For me, John Lydon belongs to the division of those who kept rising without compromising, of those who kept doing their thing, whether they made mistakes or not. People whose image could never be harmed by controversy as they couldn’t care less of that, but of what they believed in and had to deliver. People who carried on music history and who still do that. In what concerns him or for example a Henry Rollins, a Phil Anselmo, a Roger Waters, they impose respect by their intransigence.
Always in the avant-garde since the beginning, original and non-conformist, John Lydon joins the group Sex Pistols in 1975, the group who invented punk as we know it. In 1978, he formed Public Image Ltd, his band for the next 14 years. Experimental and innovative, PiL has a very distinct place in the post-punk era.
In the 2000s, the wave of reunions, which filled in the void created by the absence of serious music on the mainstream scene, imposed also the Sex Pistols reunion. However, in 2009 Johnny Rotten reunites PiL, but not anyway. Their success might have been unexpected or might have been prepared by the punk-rock revival scene that kept the style warm the best it could during the 90s. But PiL speaks for itself: they have been touring for 3 years already, issued two live albums, an EP and a brand new album as good as ever – This Is PiL, their first album in 20 years. To understand what makes some radio DJs playing this album entirely in their shows and how good could the group be after so many years, there is room for seeing a concert.
The concert in Brighton on 15 August was part of PiL Tour 2012. PiL had many dates in Europe, preferring festivals and not very big halls, to be close to the public. Concorde 2 Club is a small venue situated on the seafront of the UK North Sea. PiL had two concerts in Brighton, the first on 15 August and second one on 16 August. Both sold out.
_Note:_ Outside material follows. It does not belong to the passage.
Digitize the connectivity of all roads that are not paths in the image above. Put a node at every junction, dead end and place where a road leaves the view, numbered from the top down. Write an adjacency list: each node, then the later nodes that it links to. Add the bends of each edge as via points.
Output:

On the concert day, I received an email from the organisers, asking for not being late, as PiL would perform a long set. Indeed, despite the extreme heat they had on stage, inhuman and obviously troubling for the band, the concert lasted two hours. And besides the music, I must thank John for not ruling in favour of a concert lasting 1 hour and 20 minutes, the usual format practiced in small clubs.
The setlist was a mix from their entire discography. Also 5 songs from This Is PiL were inserted: Deeper Water, One Drop, Lollipop Opera, Reggie Song and Out of The Woods at encore.
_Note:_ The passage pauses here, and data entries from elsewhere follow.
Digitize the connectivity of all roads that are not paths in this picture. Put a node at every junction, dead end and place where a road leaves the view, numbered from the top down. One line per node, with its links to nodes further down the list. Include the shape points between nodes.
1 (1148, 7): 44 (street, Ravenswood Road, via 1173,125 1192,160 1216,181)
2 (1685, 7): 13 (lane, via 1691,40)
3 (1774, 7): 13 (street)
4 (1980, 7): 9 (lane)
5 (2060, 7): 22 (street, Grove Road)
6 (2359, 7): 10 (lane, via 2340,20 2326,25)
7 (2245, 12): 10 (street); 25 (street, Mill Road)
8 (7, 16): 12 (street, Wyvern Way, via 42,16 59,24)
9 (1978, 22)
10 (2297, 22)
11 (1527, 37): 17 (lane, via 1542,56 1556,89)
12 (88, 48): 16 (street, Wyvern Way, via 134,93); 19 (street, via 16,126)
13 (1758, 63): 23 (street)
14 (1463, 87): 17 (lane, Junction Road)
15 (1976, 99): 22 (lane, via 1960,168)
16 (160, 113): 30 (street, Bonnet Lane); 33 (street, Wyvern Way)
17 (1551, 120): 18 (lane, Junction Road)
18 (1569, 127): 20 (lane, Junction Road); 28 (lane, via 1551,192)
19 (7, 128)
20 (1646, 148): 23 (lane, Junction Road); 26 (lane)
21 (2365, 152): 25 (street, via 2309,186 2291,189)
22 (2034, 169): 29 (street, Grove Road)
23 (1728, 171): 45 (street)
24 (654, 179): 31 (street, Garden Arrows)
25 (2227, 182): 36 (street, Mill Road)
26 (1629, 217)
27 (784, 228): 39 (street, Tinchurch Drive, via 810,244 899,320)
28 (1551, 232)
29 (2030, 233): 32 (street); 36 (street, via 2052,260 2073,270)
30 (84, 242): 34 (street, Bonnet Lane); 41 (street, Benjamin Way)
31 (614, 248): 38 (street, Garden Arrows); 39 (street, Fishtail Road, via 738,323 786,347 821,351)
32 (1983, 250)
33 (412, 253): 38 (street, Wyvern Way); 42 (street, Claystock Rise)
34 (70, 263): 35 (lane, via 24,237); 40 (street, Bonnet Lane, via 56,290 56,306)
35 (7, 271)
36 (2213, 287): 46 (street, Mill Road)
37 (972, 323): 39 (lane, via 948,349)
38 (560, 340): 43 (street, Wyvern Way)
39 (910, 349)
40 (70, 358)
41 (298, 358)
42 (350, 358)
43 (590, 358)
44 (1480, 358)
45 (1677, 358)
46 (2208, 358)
The opening was made with This Is Not a Love Song, and judging by the entrance and the hall reaction, there was a complete validation of the feeling that the entire room was in the mood for PiL. Mood which grew higher and higher to a thrilling second part of concert, where the interpretations of Flowers of Romance and Religion II were long, special and full of character. And the switch from one to the other seemed to me the most exciting part: via the Lollipop Opera, which continued the jumping pace, followed by Death Disco and a great mix between Bags and Chant. Religion lasted for over 10 minutes, not only with an excellent bass line (Scott Firth) elegantly and delicately backed by the drums (Bruce Smith), but also with vocals and a distinguished guitar (Lu Edmonds) which resulted in a mesmerising version that made me think: look, not only space rock can make you close your eyes and fly away … John Lydon’s voice is in an excellent shape, strong and full of attitude.
The sound was perfect and a second wave of my gratitude goes to PiL, as nowadays too many concerts are ruined for lack of professionalism in this respect. Instead of watching live recordings on youtube, their album Live At The Isle Of Wight Festival in 2011, would definitely be a better option to grasp the concert’s tone. The songs do not have the same sound of the 80s which can be found on the albums. They are live interpretations, stronger then ever and much articulated.
It was neither a reunion concert nor a concert to promote the new album, it was a live performance meant to reach the public, no matter how steady or changed the public was. And this is what I admire at Lydon, who was never a prisoner of the past – he played for today’s public, the public in which he never lost faith. He played for an audience “who knows exactly what it’s doing”, as he said at the end. And I believe that his avant-garde genius and the feeling of omnipresence we get from him consist exactly in this: he played for the present, without compromise and without any hint of commercialism, on the principle I’m ok, you’re ok, we just have something against politicians.